The reply must consist of the entire listing, reproduced exactly.

--- INPUT DATA Enclosed Below ---

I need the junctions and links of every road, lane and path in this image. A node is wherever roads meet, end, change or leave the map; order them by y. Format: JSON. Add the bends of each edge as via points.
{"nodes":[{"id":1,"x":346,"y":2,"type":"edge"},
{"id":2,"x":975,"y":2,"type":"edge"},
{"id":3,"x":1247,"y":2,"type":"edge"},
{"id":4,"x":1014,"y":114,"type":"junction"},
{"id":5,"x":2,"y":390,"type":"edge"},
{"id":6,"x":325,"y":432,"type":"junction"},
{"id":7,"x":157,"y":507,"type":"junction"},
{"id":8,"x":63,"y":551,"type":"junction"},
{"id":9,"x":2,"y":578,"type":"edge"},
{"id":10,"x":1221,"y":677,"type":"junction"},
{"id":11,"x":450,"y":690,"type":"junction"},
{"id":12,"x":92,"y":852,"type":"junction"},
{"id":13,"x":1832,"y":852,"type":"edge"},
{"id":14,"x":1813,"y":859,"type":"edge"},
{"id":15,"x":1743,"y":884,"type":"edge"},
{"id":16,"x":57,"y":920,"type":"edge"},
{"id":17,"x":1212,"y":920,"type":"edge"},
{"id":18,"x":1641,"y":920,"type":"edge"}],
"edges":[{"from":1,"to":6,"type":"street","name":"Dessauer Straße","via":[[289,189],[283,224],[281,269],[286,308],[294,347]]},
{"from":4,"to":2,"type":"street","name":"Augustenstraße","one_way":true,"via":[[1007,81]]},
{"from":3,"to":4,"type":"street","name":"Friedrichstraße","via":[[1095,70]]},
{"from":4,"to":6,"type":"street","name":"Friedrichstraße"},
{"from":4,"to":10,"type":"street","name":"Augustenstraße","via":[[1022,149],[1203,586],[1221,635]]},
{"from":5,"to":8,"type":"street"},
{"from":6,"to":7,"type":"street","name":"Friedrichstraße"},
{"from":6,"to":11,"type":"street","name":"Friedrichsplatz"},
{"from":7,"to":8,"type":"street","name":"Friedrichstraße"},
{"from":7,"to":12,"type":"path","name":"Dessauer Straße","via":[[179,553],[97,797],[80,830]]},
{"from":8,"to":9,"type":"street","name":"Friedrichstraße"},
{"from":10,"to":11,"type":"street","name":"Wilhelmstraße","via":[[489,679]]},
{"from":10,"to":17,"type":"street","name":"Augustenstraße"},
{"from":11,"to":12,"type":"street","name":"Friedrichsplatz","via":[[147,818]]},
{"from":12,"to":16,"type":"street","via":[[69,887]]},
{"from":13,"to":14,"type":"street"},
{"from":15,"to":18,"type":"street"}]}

--- End of Enclosed INPUT DATA ---

*OUTPUT FOR THIS EXERCISE*.
I need the junctions and links of every road, lane and path in this image. A node is wherever roads meet, end, change or leave the map; order them by y. Format: JSON. Add the bends of each edge as via points.
{"nodes":[{"id":1,"x":346,"y":2,"type":"edge"},
{"id":2,"x":975,"y":2,"type":"edge"},
{"id":3,"x":1247,"y":2,"type":"edge"},
{"id":4,"x":1014,"y":114,"type":"junction"},
{"id":5,"x":2,"y":390,"type":"edge"},
{"id":6,"x":325,"y":432,"type":"junction"},
{"id":7,"x":157,"y":507,"type":"junction"},
{"id":8,"x":63,"y":551,"type":"junction"},
{"id":9,"x":2,"y":578,"type":"edge"},
{"id":10,"x":1221,"y":677,"type":"junction"},
{"id":11,"x":450,"y":690,"type":"junction"},
{"id":12,"x":92,"y":852,"type":"junction"},
{"id":13,"x":1832,"y":852,"type":"edge"},
{"id":14,"x":1813,"y":859,"type":"edge"},
{"id":15,"x":1743,"y":884,"type":"edge"},
{"id":16,"x":57,"y":920,"type":"edge"},
{"id":17,"x":1212,"y":920,"type":"edge"},
{"id":18,"x":1641,"y":920,"type":"edge"}],
"edges":[{"from":1,"to":6,"type":"street","name":"Dessauer Straße","via":[[289,189],[283,224],[281,269],[286,308],[294,347]]},
{"from":4,"to":2,"type":"street","name":"Augustenstraße","one_way":true,"via":[[1007,81]]},
{"from":3,"to":4,"type":"street","name":"Friedrichstraße","via":[[1095,70]]},
{"from":4,"to":6,"type":"street","name":"Friedrichstraße"},
{"from":4,"to":10,"type":"street","name":"Augustenstraße","via":[[1022,149],[1203,586],[1221,635]]},
{"from":5,"to":8,"type":"street"},
{"from":6,"to":7,"type":"street","name":"Friedrichstraße"},
{"from":6,"to":11,"type":"street","name":"Friedrichsplatz"},
{"from":7,"to":8,"type":"street","name":"Friedrichstraße"},
{"from":7,"to":12,"type":"path","name":"Dessauer Straße","via":[[179,553],[97,797],[80,830]]},
{"from":8,"to":9,"type":"street","name":"Friedrichstraße"},
{"from":10,"to":11,"type":"street","name":"Wilhelmstraße","via":[[489,679]]},
{"from":10,"to":17,"type":"street","name":"Augustenstraße"},
{"from":11,"to":12,"type":"street","name":"Friedrichsplatz","via":[[147,818]]},
{"from":12,"to":16,"type":"street","via":[[69,887]]},
{"from":13,"to":14,"type":"street"},
{"from":15,"to":18,"type":"street"}]}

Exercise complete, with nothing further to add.